Don Paco abre la puerta del departamento y se asombra al encontrar a su mujer planchando. Entra al baño sin decir una palabra. Hace tiempo que dejaron de saludarse. Hablan lo necesario, nada más. Recargado en el lavabo admira su rostro en el espejo. No es mal parecido. Las mujeres en la oficina le hacen caso, sobre todo porque lo encuentran simpático. Siempre tiene la broma apropiada. Pinche bufón, dice Teresita cuando hace reír a la gente en su presencia. Qué gorda está Teresa, piensa Don Paco, es que nunca pone un pié fuera de la casa y no se quita ese mandil aunque se caiga la tierra. La equipara con sus compañeras de trabajo, siempre tan bien vestidas, con el maquillaje adecuado, delgadas y Teresita pierde. Don Paco confía en que Paco conozca otro tipo de mujeres, la niña del tercer piso no está mal pero... Mira de nuevo el espejo y comprueba, orgulloso como siempre, las semejanzas que su unigénito le ha heredado.
Paco no necesita una explicación, el placer es inmediato y el instinto le hace mover las caderas de atrás hacia delante, un metrónomo su pelvis. Ana quisiera quejarse, gritar, pero sabe donde está. El vientre le duele, la están abriendo, se siente como un pollo al que el carnicero mete las tijeras y parte por la mitad. Ana no sangra, sólo puja, respira hondo y sufre; esperaba que el sexo tuviera algo más, que fuera hermoso, el umbral de algo sublime. El pasillo está oscuro. Paco presagia el chorro de esperma y enseguida se vacía en las entrañas de Ana. Queda quieto, piernas trémulas, pupilas dilatadas. Para ella todo ha sido demasiado violento aunque sus palabras no alcancen para definir la insatisfacción. Con un solo movimiento se sube los calzones. Luego observa a Paco, atontado, que tiene la mirada perdida en la penumbra.
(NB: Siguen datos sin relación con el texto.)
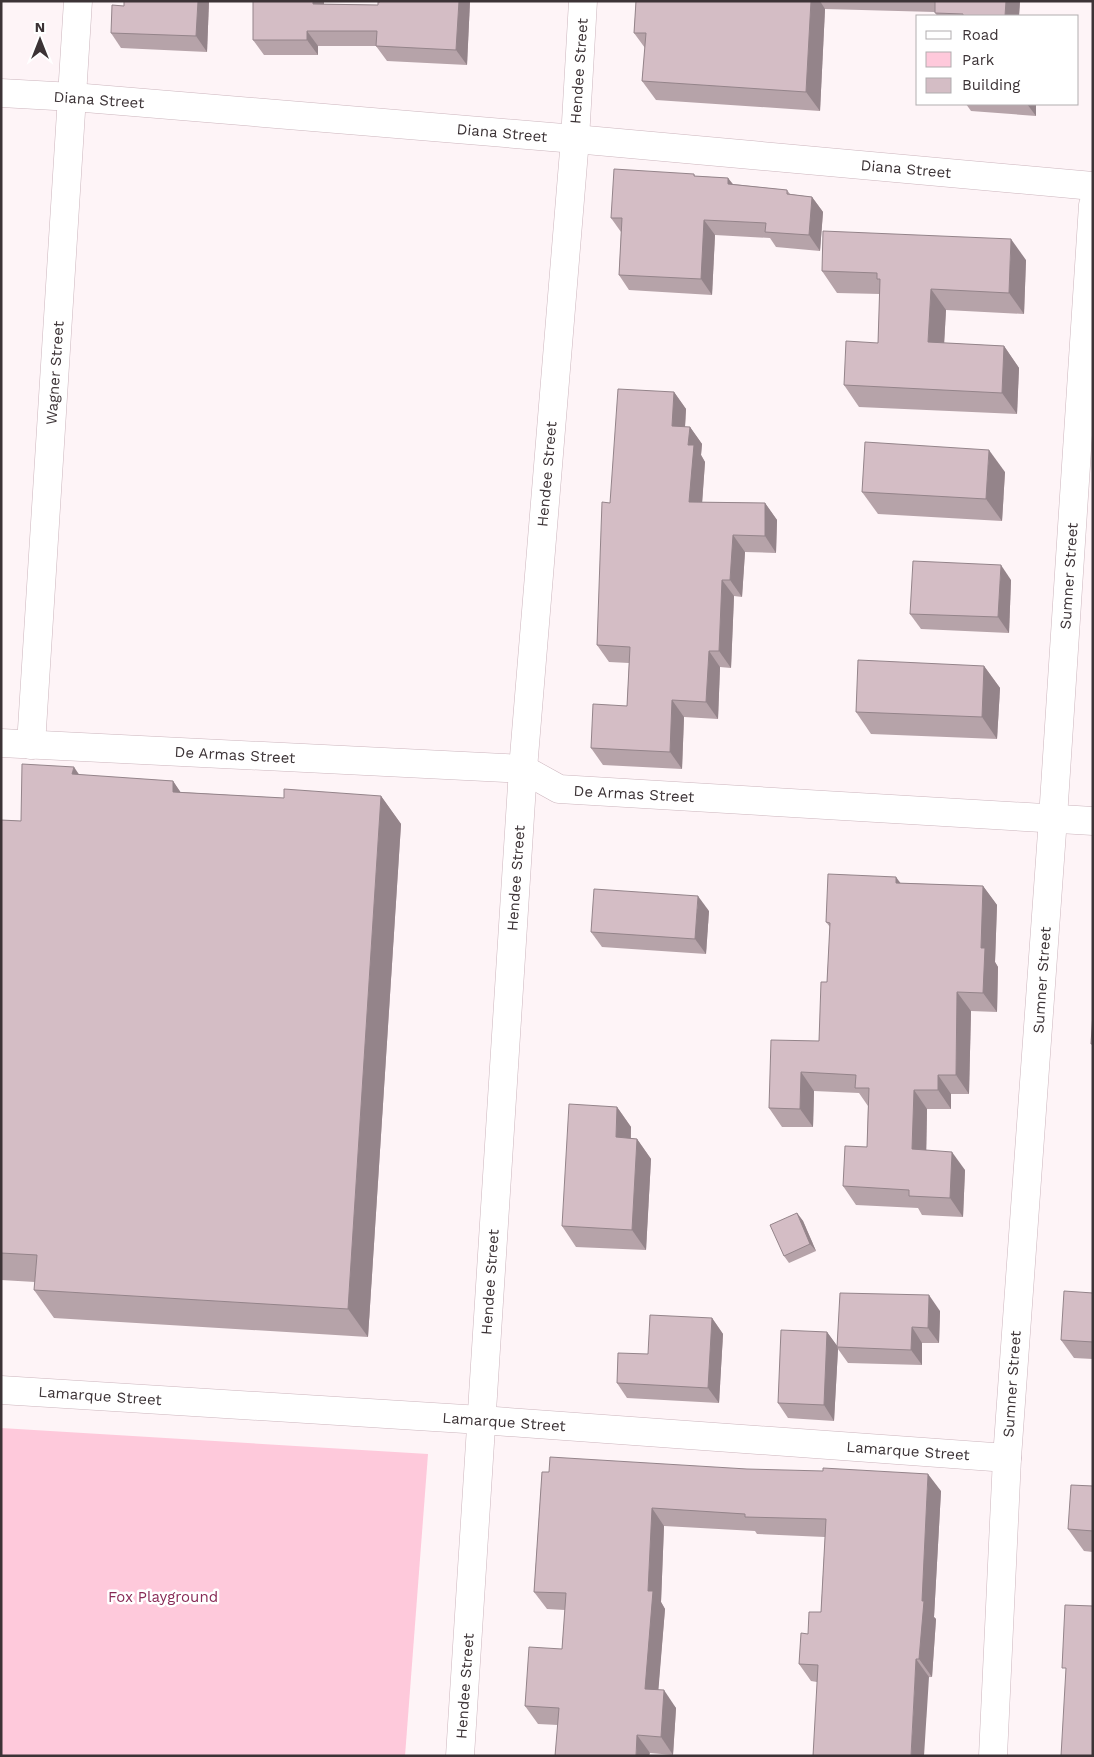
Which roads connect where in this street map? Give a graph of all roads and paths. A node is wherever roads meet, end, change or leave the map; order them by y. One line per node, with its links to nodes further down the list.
1 (78, 1): 4 (street, Wagner Street)
2 (583, 1): 5 (street, Hendee Street)
3 (1, 93): 4 (street, Diana Street)
4 (73, 97): 5 (street, Diana Street); 9 (street, Wagner Street)
5 (575, 139): 6 (street, Diana Street); 10 (street, Hendee Street)
6 (1093, 186)
7 (1093, 205): 11 (street, Sumner Street)
8 (1, 743): 9 (street, De Armas Street)
9 (31, 745): 10 (street, De Armas Street)
10 (522, 769): 11 (street, De Armas Street); 14 (street, Hendee Street)
11 (1053, 818): 12 (street, De Armas Street); 15 (street, Sumner Street)
12 (1093, 821)
13 (1, 1390): 14 (street, Lamarque Street)
14 (481, 1420): 15 (street, Lamarque Street); 16 (street, Hendee Street)
15 (1006, 1458): 17 (street, Sumner Street)
16 (460, 1756)
17 (994, 1756)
Doña Ana abre la puerta y sin asomarse llama a su hija: Ana, ¡métete!, ya es bien tarde y mañana tienes que ir a la escuela.
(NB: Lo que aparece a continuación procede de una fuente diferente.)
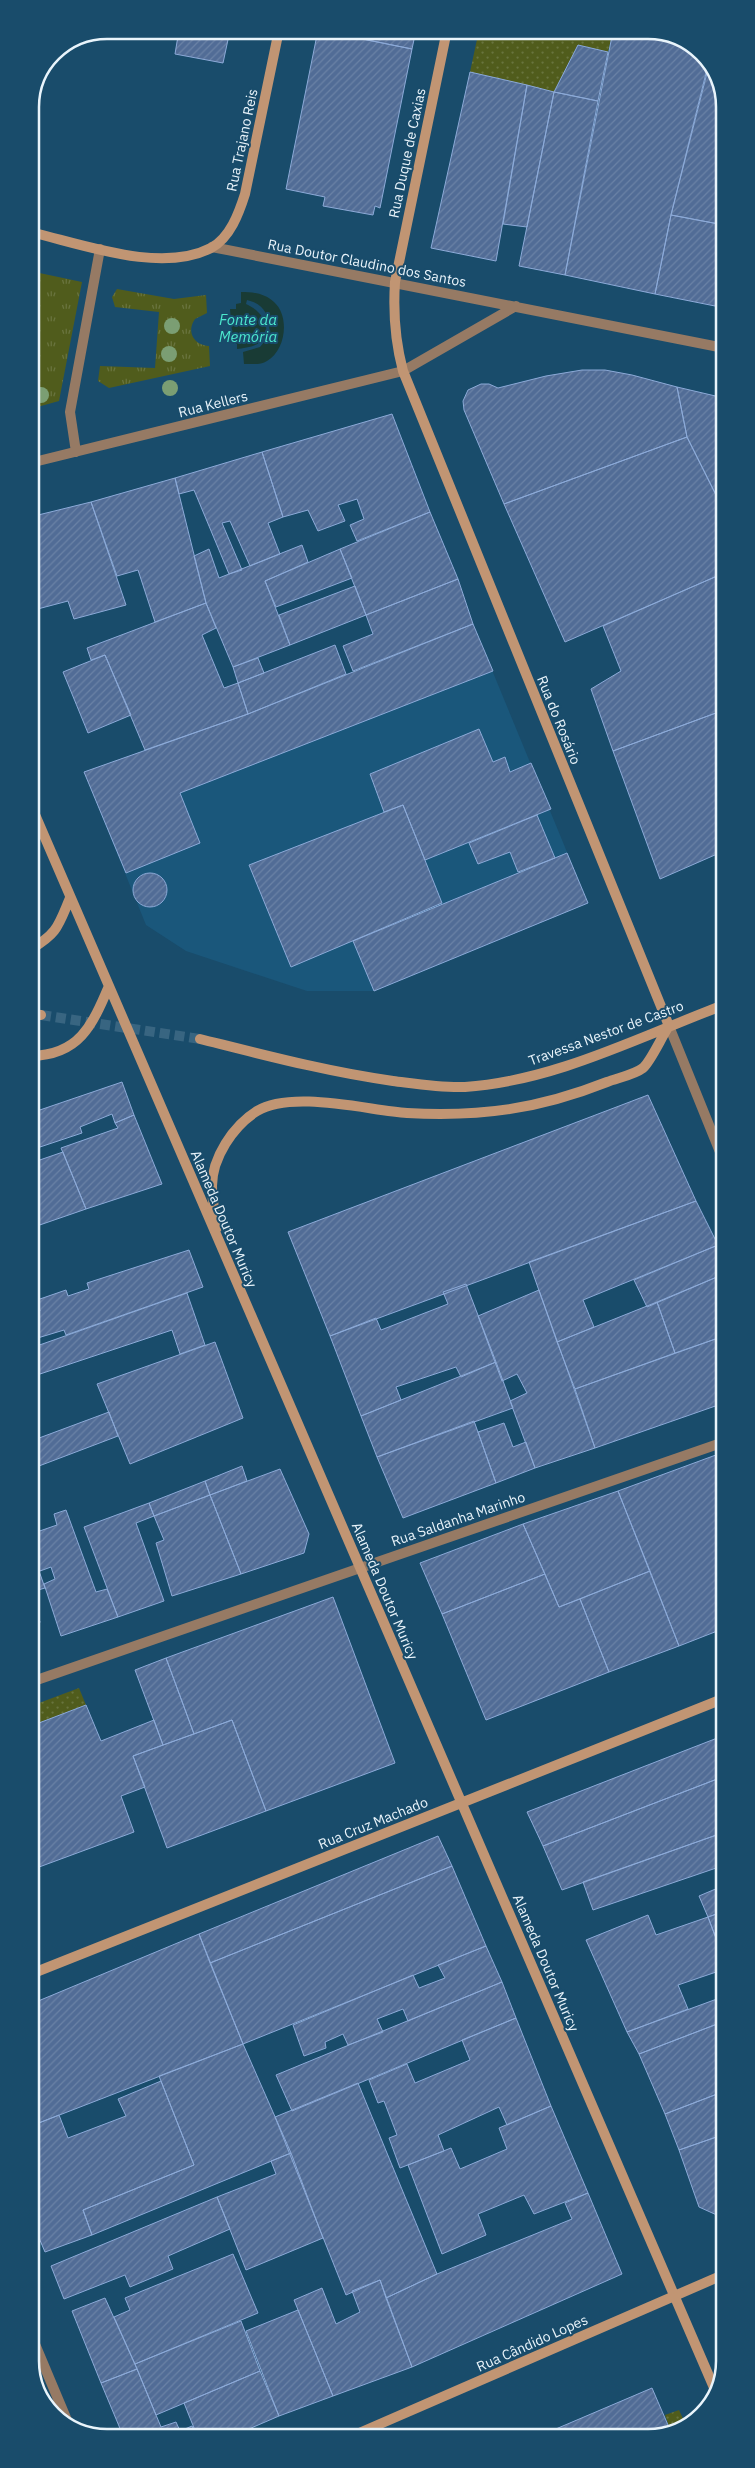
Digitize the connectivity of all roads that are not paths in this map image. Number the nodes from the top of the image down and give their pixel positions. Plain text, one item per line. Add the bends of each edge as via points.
1 (277, 39) edge
2 (445, 39) edge
3 (39, 234) edge
4 (212, 247) junction
5 (100, 249) junction
6 (395, 282) junction
7 (516, 306) junction
8 (716, 346) edge
9 (403, 371) junction
10 (76, 452) junction
11 (39, 461) edge
12 (39, 824) edge
13 (70, 898) junction
14 (39, 944) edge
15 (109, 986) junction
16 (716, 1008) edge
17 (669, 1026) junction
18 (200, 1039) tunnel mouth
19 (39, 1055) edge
20 (716, 1142) edge
21 (218, 1238) junction
22 (716, 1445) edge
23 (360, 1568) junction
24 (39, 1679) edge
25 (716, 1701) edge
26 (461, 1803) junction
27 (39, 1971) edge
28 (716, 2278) edge
29 (675, 2295) junction
30 (39, 2353) edge
31 (713, 2383) edge
32 (65, 2415) edge
33 (368, 2429) edge

1 - 4 street, Rua Trajano Reis via 245,194 226,234
2 - 6 street, Rua Duque de Caxias
3 - 5 street
4 - 5 street via 170,259
4 - 6 street, Rua Doutor Claudino dos Santos
5 - 10 street via 70,412
6 - 7 street, Rua Doutor Claudino dos Santos
6 - 9 street, Rua do Rosário via 395,341
7 - 8 street, Rua Doutor Claudino dos Santos
7 - 9 street
9 - 10 street, Rua Kellers
9 - 17 street, Rua do Rosário
10 - 11 street, Rua Kellers
12 - 13 street, Alameda Doutor Muricy
13 - 14 street via 51,937
13 - 15 street, Alameda Doutor Muricy
15 - 19 street via 90,1027 79,1040 61,1051
15 - 21 street, Alameda Doutor Muricy
16 - 17 street, Travessa Nestor de Castro
17 - 18 street, Travessa Nestor de Castro via 551,1070 504,1082 464,1087 424,1085 335,1072
17 - 20 street, Rua do Rosário
17 - 21 street via 643,1068 567,1098 519,1109 466,1114 407,1113 320,1102 283,1102 258,1111 237,1128 219,1155 212,1185
21 - 23 street, Alameda Doutor Muricy
22 - 23 street, Rua Saldanha Marinho
23 - 24 street, Rua Saldanha Marinho
23 - 26 street, Alameda Doutor Muricy
25 - 26 street, Rua Cruz Machado
26 - 27 street, Rua Cruz Machado
26 - 29 street, Alameda Doutor Muricy
28 - 29 street, Rua Cândido Lopes
29 - 31 street, Alameda Doutor Muricy
29 - 33 street, Rua Cândido Lopes
30 - 32 street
Paco está torciendo la comisura de los labios, parece sonreír. Ninguno sabe qué se dice ahora. Ocultando la mirada, Ana se despide con un beso frío. Paco no lo entiende.
Ana azota la puerta sin poner atención a los regaños de su madre. No tengo hambre, contesta y va a su cuarto en silencio. No enciende la lámpara del buró. Tendida en la cama, adolorida, llora y, sin darse cuenta, mordisquea sus uñas.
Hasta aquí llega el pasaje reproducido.